London, 1647: Es ist die Blütezeit des strengen Puritanismus. Dessen Anführer Oliver Cromwell lässt sogar das Weihnachtsfest verbieten, mit der Begründung, es sei mit heidnischen Bräuchen vermischt und daher unbiblisch. Auch der junge John ist ein Puritaner. Sein Vater starb an Trunksucht, und von seinen Zieheltern hat er gelernt, dass ein gottgefälliges Leben aus Entsagung und Disziplin besteht. Er ist fest entschlossen, alles zu tun, um nicht das Schicksal seines Vaters zu teilen. Doch dann begegnet er der wunderschönen, lebenslustigen Aurelia Fox, und seine Welt gerät ins Wanken. Könnte Aurelia recht haben, und Gott ist auch in Schönheit, Freude und Musik zu finden? Und Aurelia versteht durch John, dass die fromme Ehrfurcht der Puritaner eine wichtige Facette Gottes lebendig werden lässt. So beginnen die beiden, das Beste aus beiden Welten zu vereinen. Doch ihrer jungen Liebe droht Gefahr: Aurelias Familie bereitet heimlich einen Weihnachtsgottesdienst vor, obwohl darauf laut Gesetz schwere Gefängnisstrafen drohen. Und dann bekommt Johns strenger Ziehvater Wind davon ...

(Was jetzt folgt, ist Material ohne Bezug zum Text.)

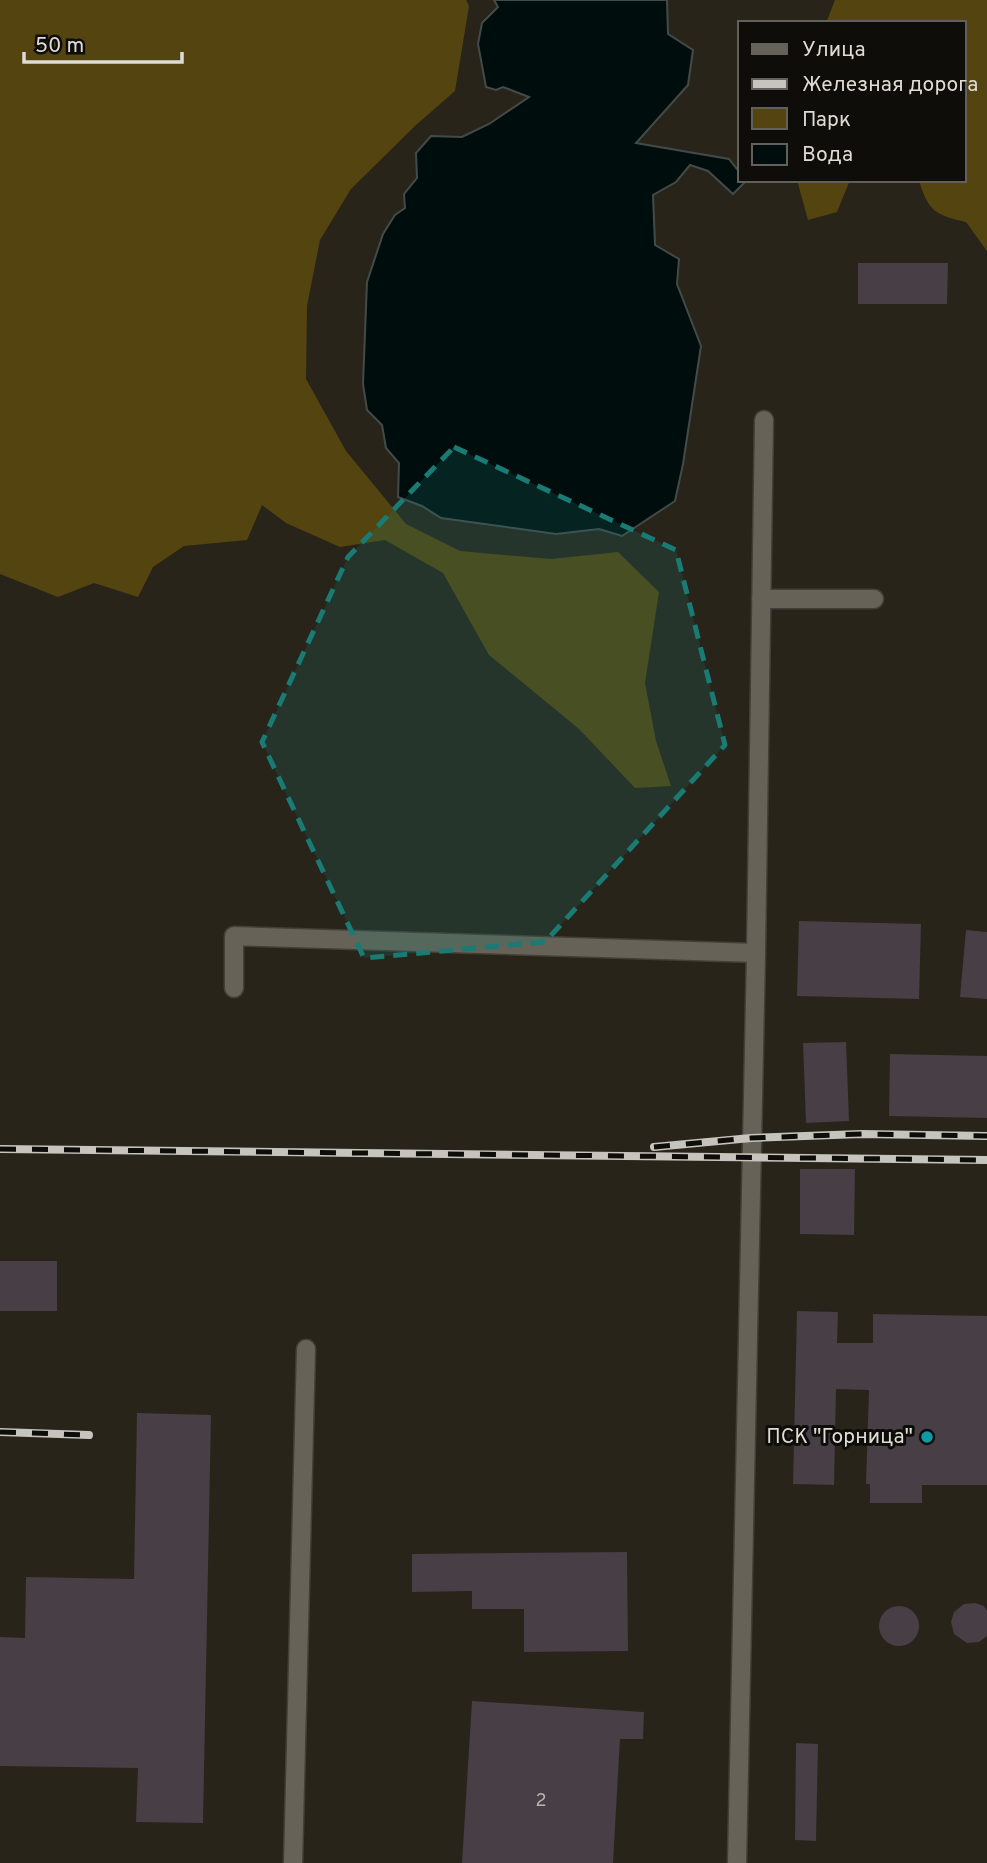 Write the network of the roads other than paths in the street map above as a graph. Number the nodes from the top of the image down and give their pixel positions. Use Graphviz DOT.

Anhand einer jungen Liebe, die aus verschiedenen Gründen nicht sein darf, führt uns Titus Müller zurück in die Zeit nach den Bürgerkriegen Englands (Mitte des 17. Jahrhunderts), nachdem Oliver Cromwell als strenggläubiger Puritaner nicht nur dafür gesorgt hatte, dass der König abgesetzt und später hingerichtet wurde, sondern in der neu deklarierten Republik England auch den Katholizismus vehement bekämpfte.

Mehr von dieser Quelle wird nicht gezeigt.